WHAT TO PRODUCE = While copying the entries exactly, leave out each picture they contain.

*** GIVEN DATA

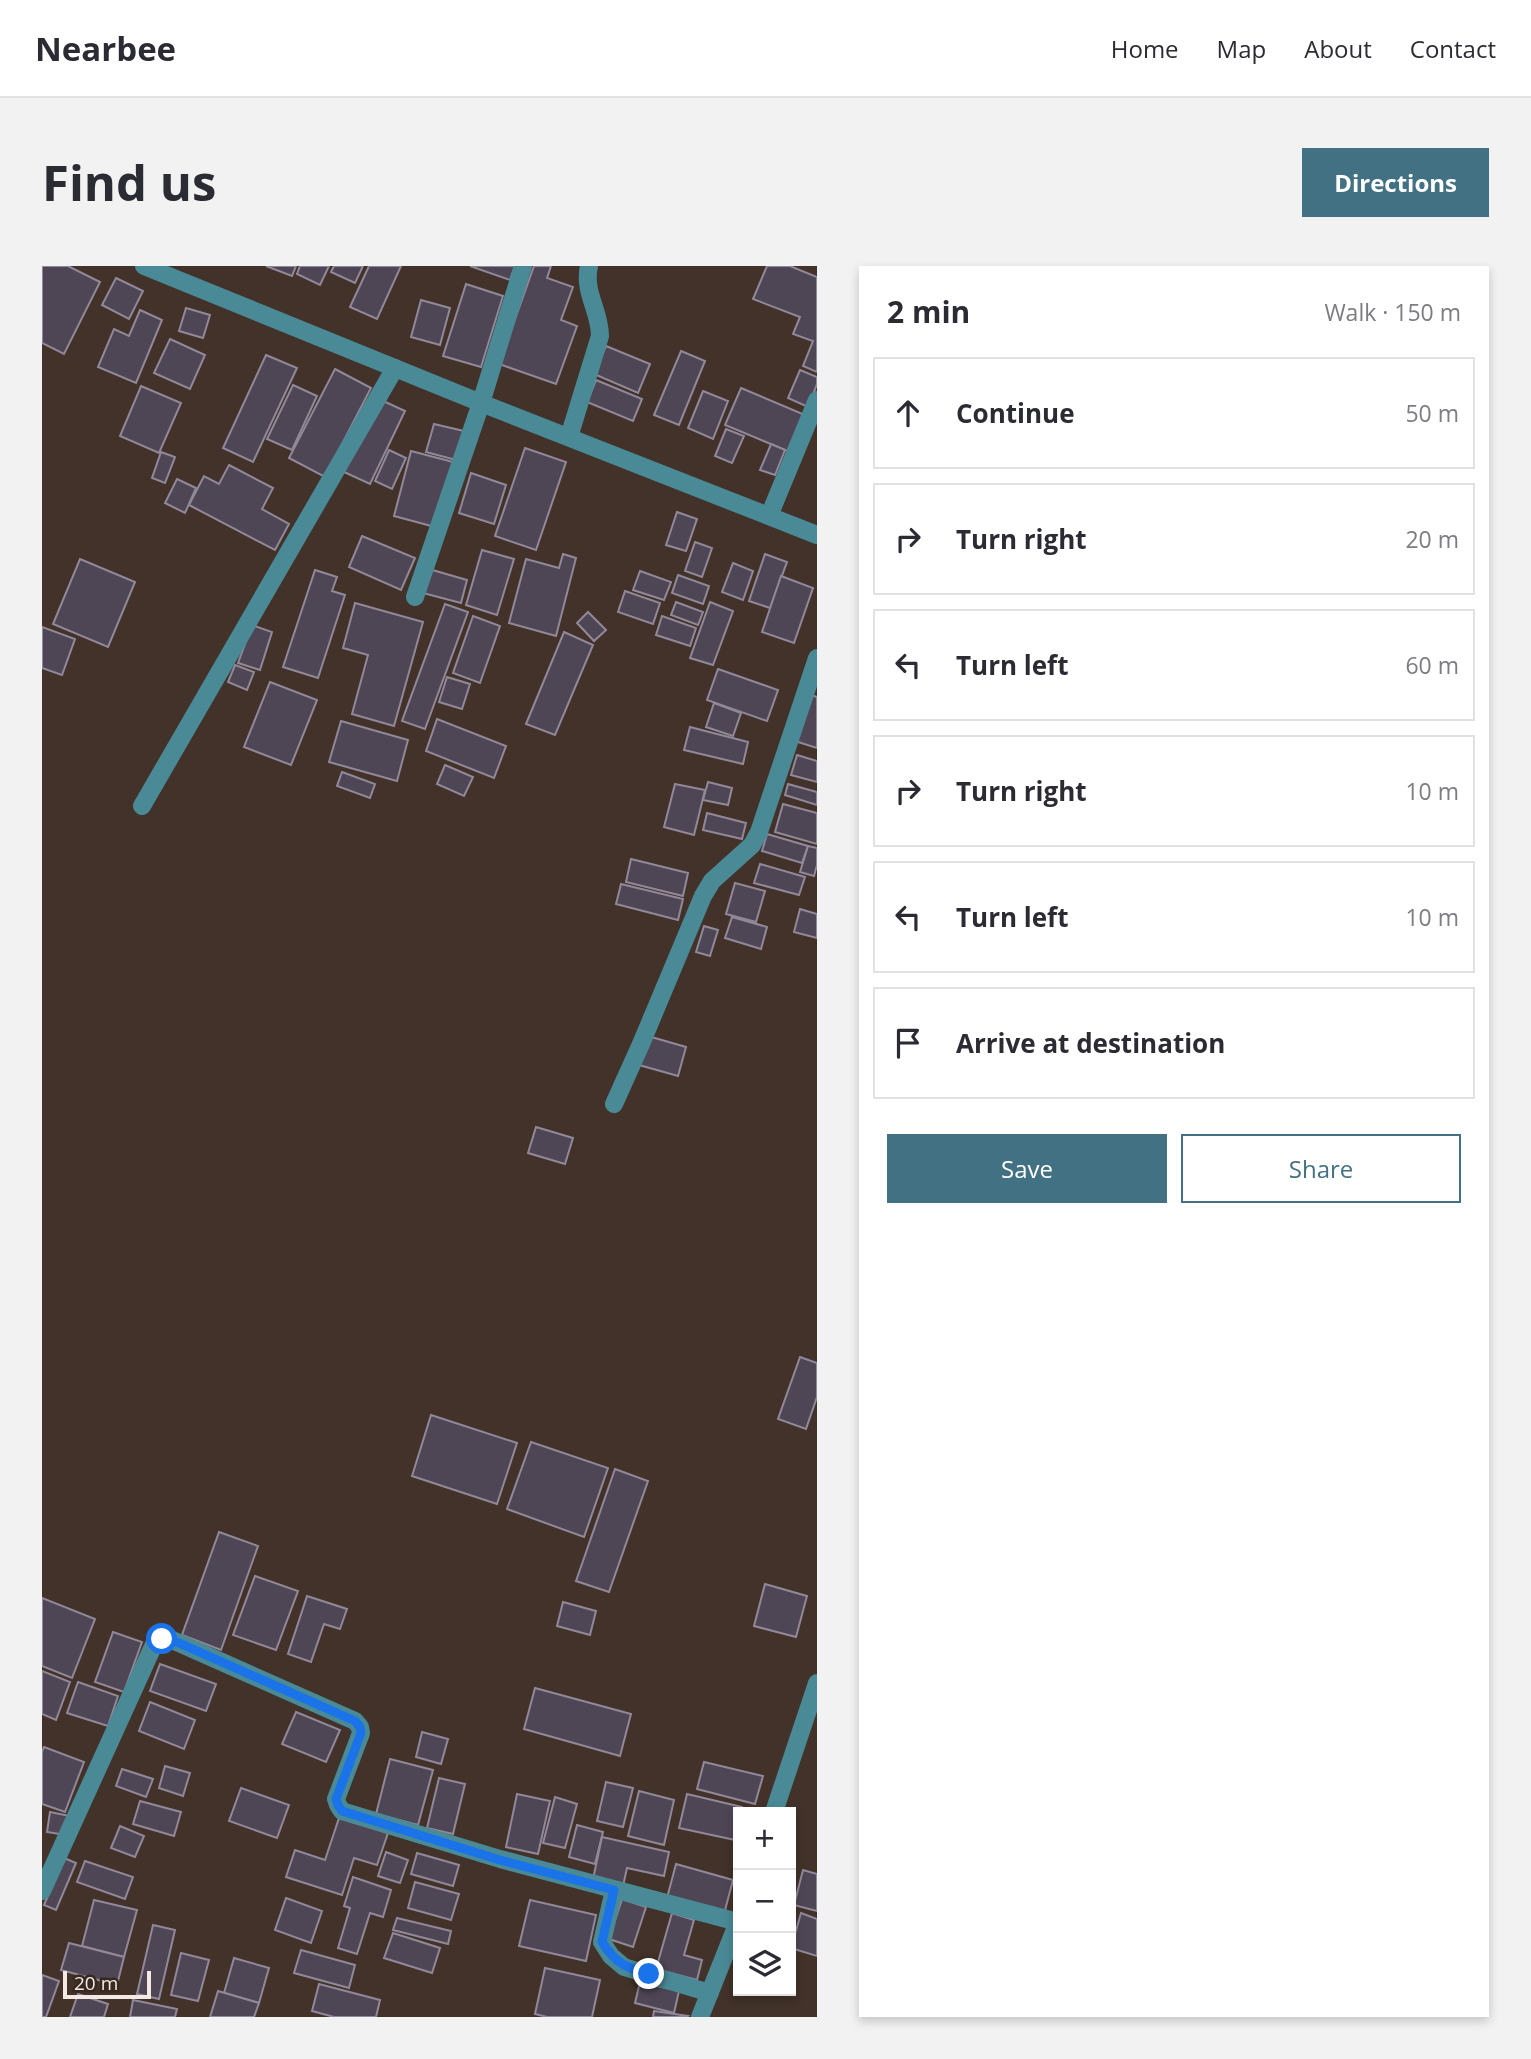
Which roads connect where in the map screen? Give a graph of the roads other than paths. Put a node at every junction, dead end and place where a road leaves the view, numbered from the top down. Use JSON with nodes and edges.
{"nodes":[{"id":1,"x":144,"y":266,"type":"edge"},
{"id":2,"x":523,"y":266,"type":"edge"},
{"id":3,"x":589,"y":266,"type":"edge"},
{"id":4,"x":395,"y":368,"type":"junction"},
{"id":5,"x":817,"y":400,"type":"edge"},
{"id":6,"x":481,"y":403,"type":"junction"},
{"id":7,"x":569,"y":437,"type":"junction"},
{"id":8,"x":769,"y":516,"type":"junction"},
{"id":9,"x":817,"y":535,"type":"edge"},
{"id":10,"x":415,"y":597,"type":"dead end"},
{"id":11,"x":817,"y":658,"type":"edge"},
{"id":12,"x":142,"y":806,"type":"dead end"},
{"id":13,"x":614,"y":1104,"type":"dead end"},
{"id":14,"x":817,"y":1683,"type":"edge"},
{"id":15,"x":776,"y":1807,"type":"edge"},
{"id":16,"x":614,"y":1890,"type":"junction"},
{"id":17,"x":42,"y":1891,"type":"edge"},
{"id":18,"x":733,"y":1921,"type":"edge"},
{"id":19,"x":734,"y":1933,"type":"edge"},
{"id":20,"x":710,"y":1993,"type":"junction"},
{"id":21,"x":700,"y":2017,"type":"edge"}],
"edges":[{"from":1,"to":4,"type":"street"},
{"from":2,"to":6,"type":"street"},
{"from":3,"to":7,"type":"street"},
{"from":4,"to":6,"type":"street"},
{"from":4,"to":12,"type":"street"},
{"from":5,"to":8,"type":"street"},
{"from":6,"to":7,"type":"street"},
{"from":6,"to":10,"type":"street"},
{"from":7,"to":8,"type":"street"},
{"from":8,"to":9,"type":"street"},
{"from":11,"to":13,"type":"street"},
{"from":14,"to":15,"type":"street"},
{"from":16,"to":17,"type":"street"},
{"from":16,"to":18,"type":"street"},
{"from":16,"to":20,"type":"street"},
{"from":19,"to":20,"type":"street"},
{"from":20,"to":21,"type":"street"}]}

******

EXERCISE OUTPUT =
Which roads connect where in the map screen? Give a graph of the roads other than paths. Put a node at every junction, dead end and place where a road leaves the view, numbered from the top down. Use JSON with nodes and edges.
{"nodes":[{"id":1,"x":144,"y":266,"type":"edge"},
{"id":2,"x":523,"y":266,"type":"edge"},
{"id":3,"x":589,"y":266,"type":"edge"},
{"id":4,"x":395,"y":368,"type":"junction"},
{"id":5,"x":817,"y":400,"type":"edge"},
{"id":6,"x":481,"y":403,"type":"junction"},
{"id":7,"x":569,"y":437,"type":"junction"},
{"id":8,"x":769,"y":516,"type":"junction"},
{"id":9,"x":817,"y":535,"type":"edge"},
{"id":10,"x":415,"y":597,"type":"dead end"},
{"id":11,"x":817,"y":658,"type":"edge"},
{"id":12,"x":142,"y":806,"type":"dead end"},
{"id":13,"x":614,"y":1104,"type":"dead end"},
{"id":14,"x":817,"y":1683,"type":"edge"},
{"id":15,"x":776,"y":1807,"type":"edge"},
{"id":16,"x":614,"y":1890,"type":"junction"},
{"id":17,"x":42,"y":1891,"type":"edge"},
{"id":18,"x":733,"y":1921,"type":"edge"},
{"id":19,"x":734,"y":1933,"type":"edge"},
{"id":20,"x":710,"y":1993,"type":"junction"},
{"id":21,"x":700,"y":2017,"type":"edge"}],
"edges":[{"from":1,"to":4,"type":"street"},
{"from":2,"to":6,"type":"street"},
{"from":3,"to":7,"type":"street"},
{"from":4,"to":6,"type":"street"},
{"from":4,"to":12,"type":"street"},
{"from":5,"to":8,"type":"street"},
{"from":6,"to":7,"type":"street"},
{"from":6,"to":10,"type":"street"},
{"from":7,"to":8,"type":"street"},
{"from":8,"to":9,"type":"street"},
{"from":11,"to":13,"type":"street"},
{"from":14,"to":15,"type":"street"},
{"from":16,"to":17,"type":"street"},
{"from":16,"to":18,"type":"street"},
{"from":16,"to":20,"type":"street"},
{"from":19,"to":20,"type":"street"},
{"from":20,"to":21,"type":"street"}]}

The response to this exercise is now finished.